**PROBLEM:** The answer must consist of each line below that holds the word "junctions", copied as it stands.

[Data records]
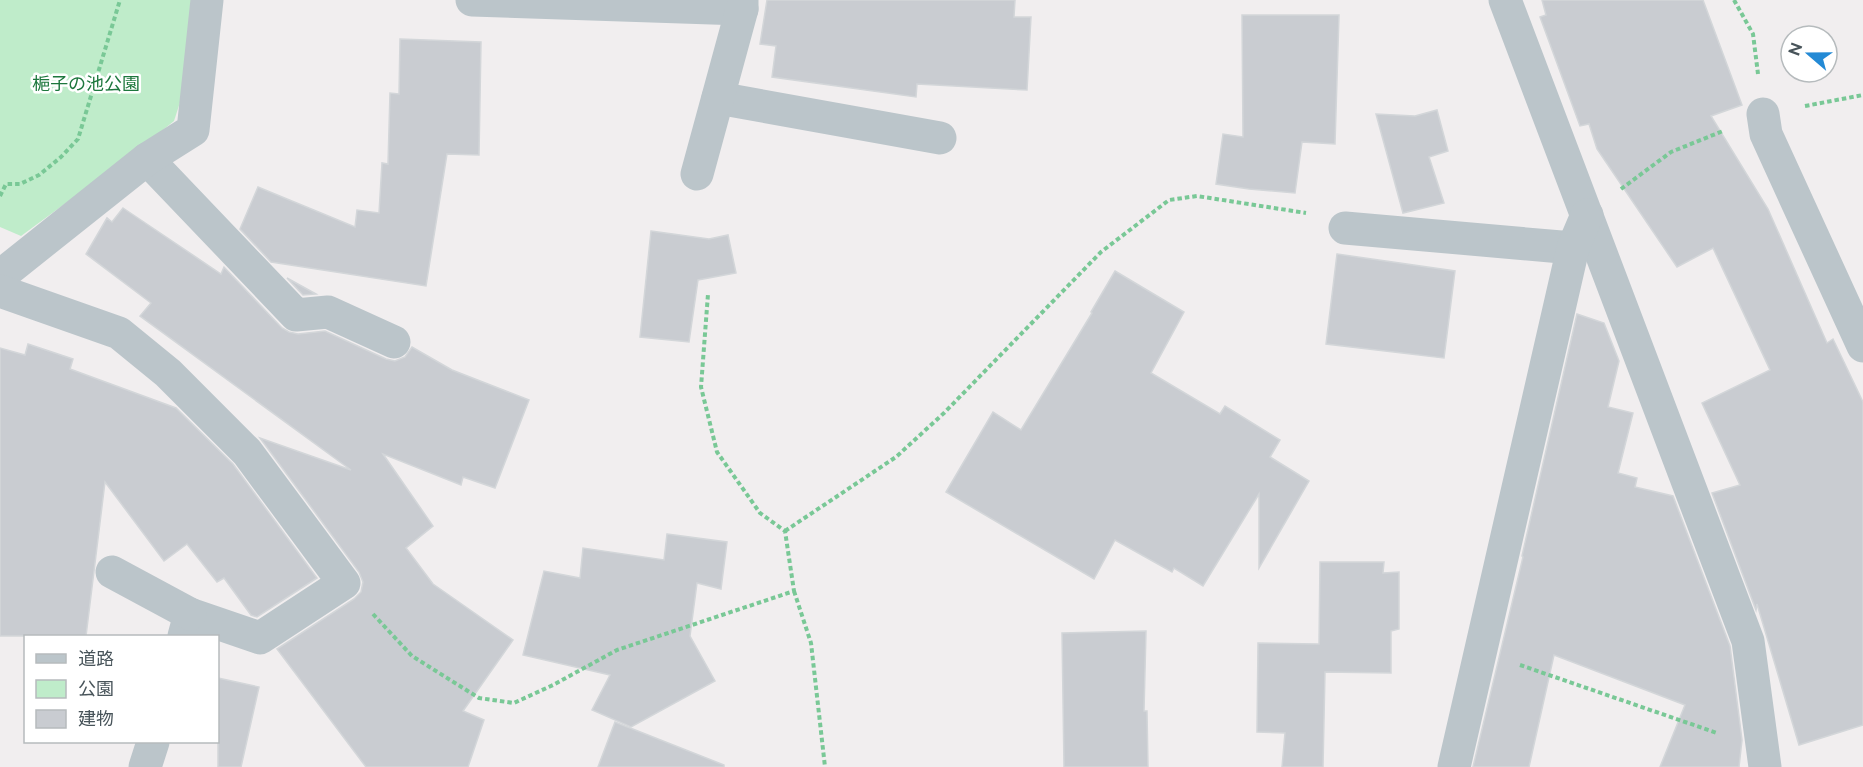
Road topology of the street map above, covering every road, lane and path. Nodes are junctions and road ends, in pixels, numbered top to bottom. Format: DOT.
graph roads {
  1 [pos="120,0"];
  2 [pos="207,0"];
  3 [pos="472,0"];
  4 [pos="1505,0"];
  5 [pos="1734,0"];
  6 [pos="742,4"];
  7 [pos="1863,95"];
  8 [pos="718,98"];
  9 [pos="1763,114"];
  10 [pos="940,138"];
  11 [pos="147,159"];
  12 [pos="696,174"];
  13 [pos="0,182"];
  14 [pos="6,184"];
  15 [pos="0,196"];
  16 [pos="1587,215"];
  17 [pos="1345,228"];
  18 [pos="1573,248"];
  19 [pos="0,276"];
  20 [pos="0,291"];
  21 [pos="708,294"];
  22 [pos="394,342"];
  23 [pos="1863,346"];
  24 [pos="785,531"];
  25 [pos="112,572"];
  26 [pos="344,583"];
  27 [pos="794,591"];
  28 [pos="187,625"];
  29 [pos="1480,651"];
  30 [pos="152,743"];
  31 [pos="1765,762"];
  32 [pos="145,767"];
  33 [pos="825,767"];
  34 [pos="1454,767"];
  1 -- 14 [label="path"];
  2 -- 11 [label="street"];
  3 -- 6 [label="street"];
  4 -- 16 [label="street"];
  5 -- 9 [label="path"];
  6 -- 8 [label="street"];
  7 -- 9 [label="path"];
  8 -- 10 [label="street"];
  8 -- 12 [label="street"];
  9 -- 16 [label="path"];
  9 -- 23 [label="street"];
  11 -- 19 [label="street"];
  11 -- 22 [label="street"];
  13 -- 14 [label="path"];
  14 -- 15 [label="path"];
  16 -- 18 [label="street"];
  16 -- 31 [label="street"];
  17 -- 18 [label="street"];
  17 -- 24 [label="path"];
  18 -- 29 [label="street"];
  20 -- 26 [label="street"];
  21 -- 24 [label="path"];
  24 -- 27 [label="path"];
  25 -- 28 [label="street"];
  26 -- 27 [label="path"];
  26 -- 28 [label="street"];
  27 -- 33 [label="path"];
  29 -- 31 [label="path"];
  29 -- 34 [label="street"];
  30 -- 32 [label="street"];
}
---
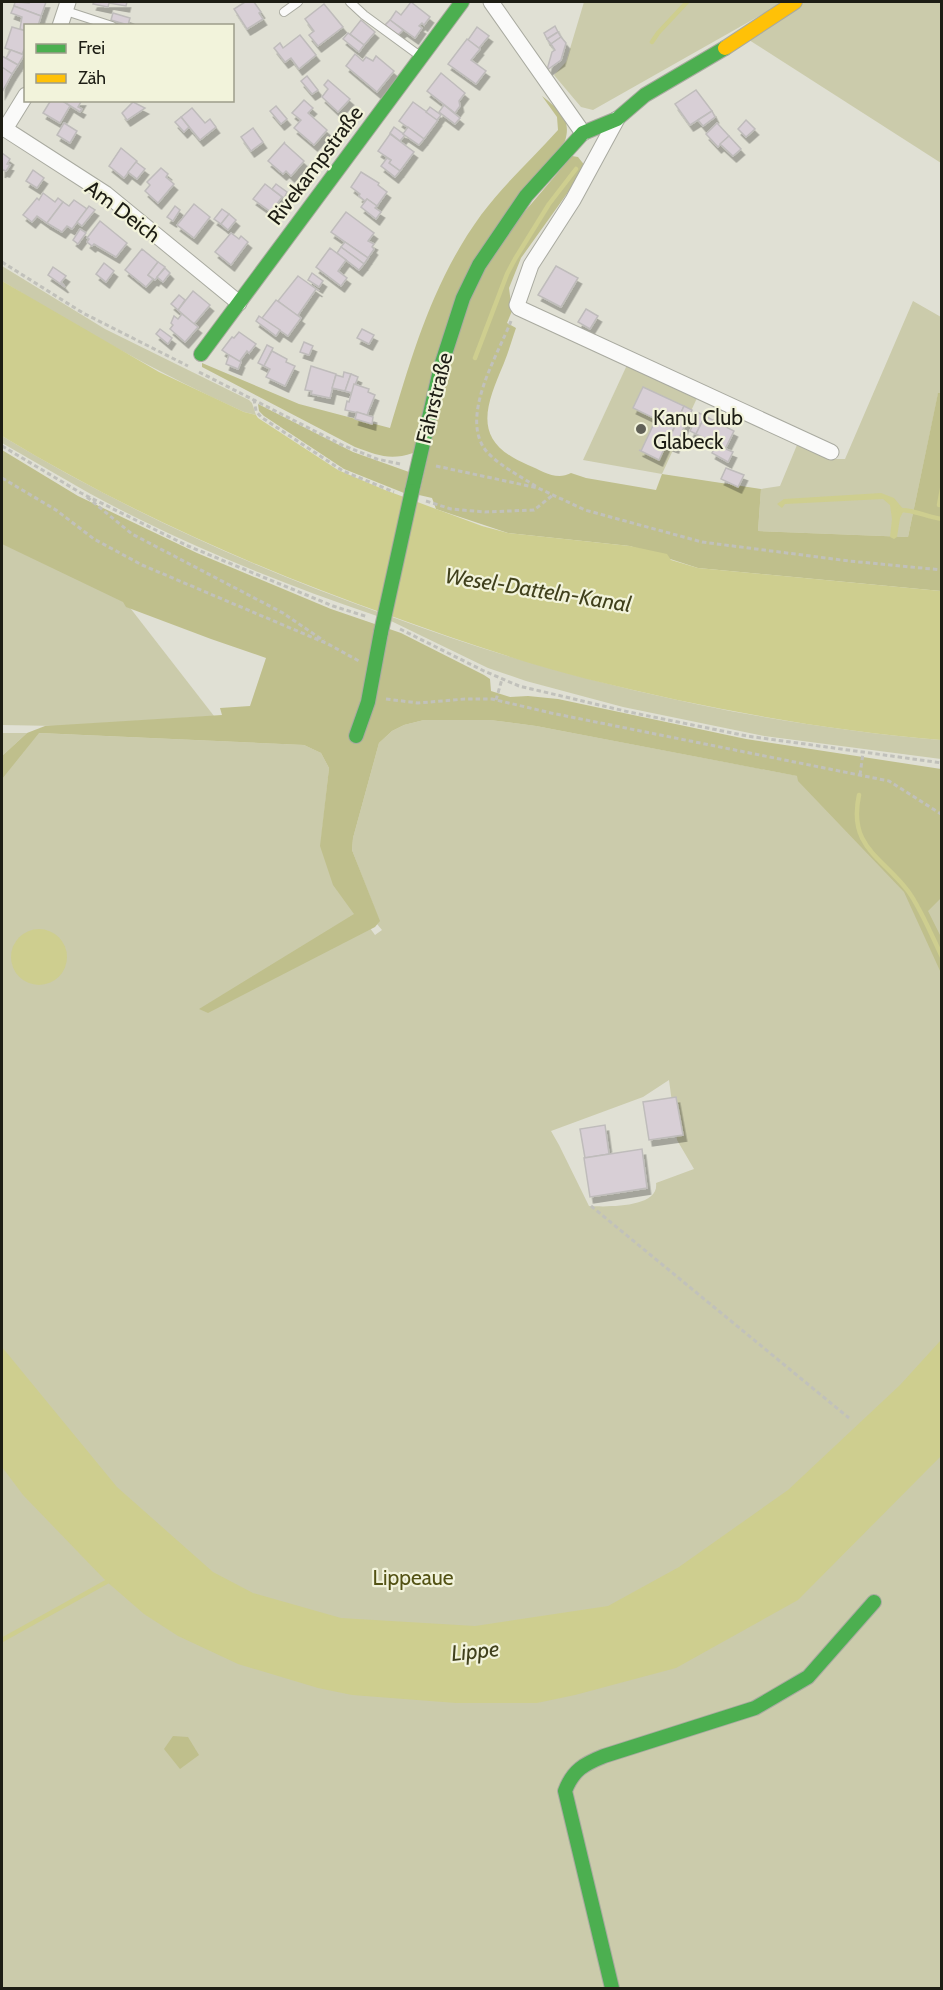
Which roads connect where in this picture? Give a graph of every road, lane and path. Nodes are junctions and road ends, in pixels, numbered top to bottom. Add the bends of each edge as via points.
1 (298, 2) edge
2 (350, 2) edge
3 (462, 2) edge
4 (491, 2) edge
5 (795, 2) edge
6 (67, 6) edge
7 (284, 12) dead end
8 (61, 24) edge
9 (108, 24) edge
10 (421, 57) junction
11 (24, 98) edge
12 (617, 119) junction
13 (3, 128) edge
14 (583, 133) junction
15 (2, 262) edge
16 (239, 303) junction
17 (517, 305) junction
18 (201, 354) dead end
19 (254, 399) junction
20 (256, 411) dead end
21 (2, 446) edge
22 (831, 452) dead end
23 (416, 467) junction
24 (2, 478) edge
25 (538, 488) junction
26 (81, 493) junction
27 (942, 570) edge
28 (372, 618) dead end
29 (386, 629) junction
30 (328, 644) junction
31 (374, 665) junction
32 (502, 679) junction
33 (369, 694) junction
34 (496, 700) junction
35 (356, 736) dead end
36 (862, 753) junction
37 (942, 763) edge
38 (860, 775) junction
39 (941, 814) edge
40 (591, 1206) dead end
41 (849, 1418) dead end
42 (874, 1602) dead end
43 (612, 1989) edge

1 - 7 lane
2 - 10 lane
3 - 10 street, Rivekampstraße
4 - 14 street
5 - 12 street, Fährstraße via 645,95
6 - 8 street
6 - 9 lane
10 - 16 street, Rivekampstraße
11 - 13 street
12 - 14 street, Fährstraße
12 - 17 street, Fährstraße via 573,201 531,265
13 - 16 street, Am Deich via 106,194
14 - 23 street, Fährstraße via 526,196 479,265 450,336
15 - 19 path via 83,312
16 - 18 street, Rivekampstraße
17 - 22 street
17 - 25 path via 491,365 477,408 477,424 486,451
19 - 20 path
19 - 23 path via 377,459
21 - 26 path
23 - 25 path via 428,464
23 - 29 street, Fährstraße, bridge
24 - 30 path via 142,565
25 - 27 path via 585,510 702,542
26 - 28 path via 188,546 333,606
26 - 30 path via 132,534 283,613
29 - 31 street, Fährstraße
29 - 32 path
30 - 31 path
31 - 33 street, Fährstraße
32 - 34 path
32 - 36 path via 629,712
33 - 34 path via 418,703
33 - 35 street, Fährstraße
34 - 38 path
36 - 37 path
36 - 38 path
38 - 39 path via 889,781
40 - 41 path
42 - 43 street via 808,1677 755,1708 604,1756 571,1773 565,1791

**COMPLETED TASK:**
Road topology of the street map above, covering every road, lane and path. Nodes are junctions and road ends, in pixels, numbered top to bottom. Format: DOT.
Which roads connect where in this picture? Give a graph of every road, lane and path. Nodes are junctions and road ends, in pixels, numbered top to bottom. Add the bends of each edge as via points.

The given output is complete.